Indonesia terlalu cepat mabuk kemenangan. Di arena olahraga yang menjadi favorit berat warganya : sepakbola. Di Piala AFF 2010. Tetapi ketika impian itu terancam terempas, tidak banyak yang mau berusaha menggali akar penyebab mengapa semua bencana itu terjadi.

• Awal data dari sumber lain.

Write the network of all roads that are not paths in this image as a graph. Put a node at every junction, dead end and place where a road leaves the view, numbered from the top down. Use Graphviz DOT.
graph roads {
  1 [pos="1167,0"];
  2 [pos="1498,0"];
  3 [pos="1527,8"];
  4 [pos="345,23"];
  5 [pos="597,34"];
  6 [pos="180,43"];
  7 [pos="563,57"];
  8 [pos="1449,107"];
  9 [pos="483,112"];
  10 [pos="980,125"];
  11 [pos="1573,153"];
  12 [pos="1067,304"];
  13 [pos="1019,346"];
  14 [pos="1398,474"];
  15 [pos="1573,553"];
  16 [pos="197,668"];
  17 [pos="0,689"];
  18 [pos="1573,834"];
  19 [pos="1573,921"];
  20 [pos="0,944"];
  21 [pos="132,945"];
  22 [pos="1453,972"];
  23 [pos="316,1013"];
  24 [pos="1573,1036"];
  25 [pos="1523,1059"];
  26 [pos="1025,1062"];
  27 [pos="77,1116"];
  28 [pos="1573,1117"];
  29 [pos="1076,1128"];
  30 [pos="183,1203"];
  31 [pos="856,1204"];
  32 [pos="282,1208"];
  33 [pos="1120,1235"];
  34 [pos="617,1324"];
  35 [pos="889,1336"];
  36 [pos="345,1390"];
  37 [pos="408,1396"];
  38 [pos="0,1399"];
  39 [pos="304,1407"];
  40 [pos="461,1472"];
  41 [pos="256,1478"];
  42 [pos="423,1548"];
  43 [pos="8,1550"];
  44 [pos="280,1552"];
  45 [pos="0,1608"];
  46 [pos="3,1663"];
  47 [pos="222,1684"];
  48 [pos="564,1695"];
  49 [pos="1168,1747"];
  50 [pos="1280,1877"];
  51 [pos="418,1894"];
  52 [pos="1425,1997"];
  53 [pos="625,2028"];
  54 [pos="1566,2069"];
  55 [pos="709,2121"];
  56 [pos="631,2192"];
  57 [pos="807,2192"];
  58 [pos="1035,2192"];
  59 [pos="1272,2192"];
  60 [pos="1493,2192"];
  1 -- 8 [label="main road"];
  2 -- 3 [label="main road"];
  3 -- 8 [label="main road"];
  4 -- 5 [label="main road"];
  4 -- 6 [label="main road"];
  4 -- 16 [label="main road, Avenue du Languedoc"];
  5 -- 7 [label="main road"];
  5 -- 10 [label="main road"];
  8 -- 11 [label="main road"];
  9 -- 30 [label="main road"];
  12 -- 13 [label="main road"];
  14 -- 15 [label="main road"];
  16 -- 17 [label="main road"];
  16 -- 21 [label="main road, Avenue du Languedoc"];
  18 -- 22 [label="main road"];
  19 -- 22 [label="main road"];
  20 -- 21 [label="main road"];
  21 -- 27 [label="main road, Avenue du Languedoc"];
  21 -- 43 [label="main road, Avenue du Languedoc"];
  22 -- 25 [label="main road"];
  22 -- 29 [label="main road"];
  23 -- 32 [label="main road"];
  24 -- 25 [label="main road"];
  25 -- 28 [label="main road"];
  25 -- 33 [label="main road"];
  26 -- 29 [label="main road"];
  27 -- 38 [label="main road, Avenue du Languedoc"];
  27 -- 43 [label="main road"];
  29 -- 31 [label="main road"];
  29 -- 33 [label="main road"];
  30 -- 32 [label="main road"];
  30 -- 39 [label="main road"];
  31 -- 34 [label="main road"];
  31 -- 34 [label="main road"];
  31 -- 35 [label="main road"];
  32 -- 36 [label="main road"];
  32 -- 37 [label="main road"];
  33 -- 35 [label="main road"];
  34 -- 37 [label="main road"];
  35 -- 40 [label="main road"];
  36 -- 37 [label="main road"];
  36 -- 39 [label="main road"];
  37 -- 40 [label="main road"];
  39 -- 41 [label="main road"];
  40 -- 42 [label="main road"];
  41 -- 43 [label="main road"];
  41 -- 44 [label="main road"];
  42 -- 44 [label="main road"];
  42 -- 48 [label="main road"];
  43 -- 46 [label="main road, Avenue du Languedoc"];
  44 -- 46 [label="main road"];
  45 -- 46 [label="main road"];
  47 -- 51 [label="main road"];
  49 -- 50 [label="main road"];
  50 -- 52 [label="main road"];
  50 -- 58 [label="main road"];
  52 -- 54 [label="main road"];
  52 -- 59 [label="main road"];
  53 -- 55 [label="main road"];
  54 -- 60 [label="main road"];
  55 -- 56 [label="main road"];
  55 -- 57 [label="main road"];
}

Di antara warga Indonesia yang terpanggil untuk membedah tragedi kekalahan timnas Indonesia 3-0 ditekuk Malaysia pada laga leg pertama final Piala AFF, di Bukit Jalil 26 Desember 2010, adalah Chappy Hakim. Ia pensiunan marsekal, pernah menjabat sebagai KSAU, dan kini aktif sebagai blogger Kompasiana yang kemudian karya-karyanya diterbitkan sebagai buku.
Ulasan menarik dia dalam artikel "Belajar Dari Tragedi Bukit Jalil", yang antara lain merujuk semacam excuse dari pelatih timnas, Alfred Riedl, yang berkali-kali mengatakan bahwa timnya itu sebagai tim yang "belum jadi."
Chappy Hakim menulis : "Sejatinya,jawaban dari hal tersebut sudah diutarakan oleh sang pelatih Alfred Riedl dari sejak awal.  Dia berulang kali mengatakan bahwa tim ini sebagai tim yang "belum jadi".   Maknanya adalah, dalam meraih prestasi olahraga, harus diingat bahwa tidak akan pernah sukses itu diraih dengan tiba-tiba.  Sukses dalam olahraga tidak bisa tidak harus dijalani melalui tahapan-tahapan berlapis yang harus dilakoni. Â
Kematangan satu tim sepak bola hanya akan diperoleh dari pengalaman bertanding yang panjang.Kekompakan dalam kerja sama tim hanya akan dapat diraih dari seringnya mereka bermain bersama, tidak hanya latihan, tetapi juga lebih-lebih dalam bertanding.  Â
Tidak hanya bertanding di kandang sendiri, tetapi juga bertanding di kandang lawan.  Tidak hanya satu dua kompetisi yang harus diikuti, tetapi juga harus banyak dan sering mengikutinya.Juara hanya dapat diraih dengan "jam terbang" yang cukup."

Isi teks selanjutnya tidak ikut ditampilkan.